[Saved data entries]

——

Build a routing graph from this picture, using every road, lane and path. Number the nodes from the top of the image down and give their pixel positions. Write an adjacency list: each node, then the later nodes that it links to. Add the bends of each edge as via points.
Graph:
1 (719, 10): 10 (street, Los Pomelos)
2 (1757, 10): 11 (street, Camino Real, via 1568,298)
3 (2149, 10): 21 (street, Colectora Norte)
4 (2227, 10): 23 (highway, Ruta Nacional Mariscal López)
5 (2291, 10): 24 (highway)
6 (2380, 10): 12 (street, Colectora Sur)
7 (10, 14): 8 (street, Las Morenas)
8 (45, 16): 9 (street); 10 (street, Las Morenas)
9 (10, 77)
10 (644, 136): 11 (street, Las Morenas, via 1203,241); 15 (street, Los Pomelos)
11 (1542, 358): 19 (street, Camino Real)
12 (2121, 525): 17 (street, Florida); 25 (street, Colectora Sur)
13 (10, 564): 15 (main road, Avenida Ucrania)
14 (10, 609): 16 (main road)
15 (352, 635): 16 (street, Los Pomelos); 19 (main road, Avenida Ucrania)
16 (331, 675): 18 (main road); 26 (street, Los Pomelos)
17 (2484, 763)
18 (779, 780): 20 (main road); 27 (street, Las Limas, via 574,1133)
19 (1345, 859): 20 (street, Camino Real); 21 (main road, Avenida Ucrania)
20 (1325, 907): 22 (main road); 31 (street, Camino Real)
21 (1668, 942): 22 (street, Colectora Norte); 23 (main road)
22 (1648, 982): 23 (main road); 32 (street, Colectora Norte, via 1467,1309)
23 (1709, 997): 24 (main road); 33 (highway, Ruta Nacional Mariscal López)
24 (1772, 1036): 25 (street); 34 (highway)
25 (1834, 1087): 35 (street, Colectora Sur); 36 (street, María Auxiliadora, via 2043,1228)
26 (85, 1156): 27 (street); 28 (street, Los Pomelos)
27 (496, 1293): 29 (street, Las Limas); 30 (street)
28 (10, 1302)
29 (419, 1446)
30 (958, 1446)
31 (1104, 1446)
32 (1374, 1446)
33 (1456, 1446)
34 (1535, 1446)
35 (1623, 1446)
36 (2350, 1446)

——

__Brief__: Restate each record above exactly, leaving nothing out.

__Finished exercise__:
Build a routing graph from this picture, using every road, lane and path. Number the nodes from the top of the image down and give their pixel positions. Write an adjacency list: each node, then the later nodes that it links to. Add the bends of each edge as via points.
Graph:
1 (719, 10): 10 (street, Los Pomelos)
2 (1757, 10): 11 (street, Camino Real, via 1568,298)
3 (2149, 10): 21 (street, Colectora Norte)
4 (2227, 10): 23 (highway, Ruta Nacional Mariscal López)
5 (2291, 10): 24 (highway)
6 (2380, 10): 12 (street, Colectora Sur)
7 (10, 14): 8 (street, Las Morenas)
8 (45, 16): 9 (street); 10 (street, Las Morenas)
9 (10, 77)
10 (644, 136): 11 (street, Las Morenas, via 1203,241); 15 (street, Los Pomelos)
11 (1542, 358): 19 (street, Camino Real)
12 (2121, 525): 17 (street, Florida); 25 (street, Colectora Sur)
13 (10, 564): 15 (main road, Avenida Ucrania)
14 (10, 609): 16 (main road)
15 (352, 635): 16 (street, Los Pomelos); 19 (main road, Avenida Ucrania)
16 (331, 675): 18 (main road); 26 (street, Los Pomelos)
17 (2484, 763)
18 (779, 780): 20 (main road); 27 (street, Las Limas, via 574,1133)
19 (1345, 859): 20 (street, Camino Real); 21 (main road, Avenida Ucrania)
20 (1325, 907): 22 (main road); 31 (street, Camino Real)
21 (1668, 942): 22 (street, Colectora Norte); 23 (main road)
22 (1648, 982): 23 (main road); 32 (street, Colectora Norte, via 1467,1309)
23 (1709, 997): 24 (main road); 33 (highway, Ruta Nacional Mariscal López)
24 (1772, 1036): 25 (street); 34 (highway)
25 (1834, 1087): 35 (street, Colectora Sur); 36 (street, María Auxiliadora, via 2043,1228)
26 (85, 1156): 27 (street); 28 (street, Los Pomelos)
27 (496, 1293): 29 (street, Las Limas); 30 (street)
28 (10, 1302)
29 (419, 1446)
30 (958, 1446)
31 (1104, 1446)
32 (1374, 1446)
33 (1456, 1446)
34 (1535, 1446)
35 (1623, 1446)
36 (2350, 1446)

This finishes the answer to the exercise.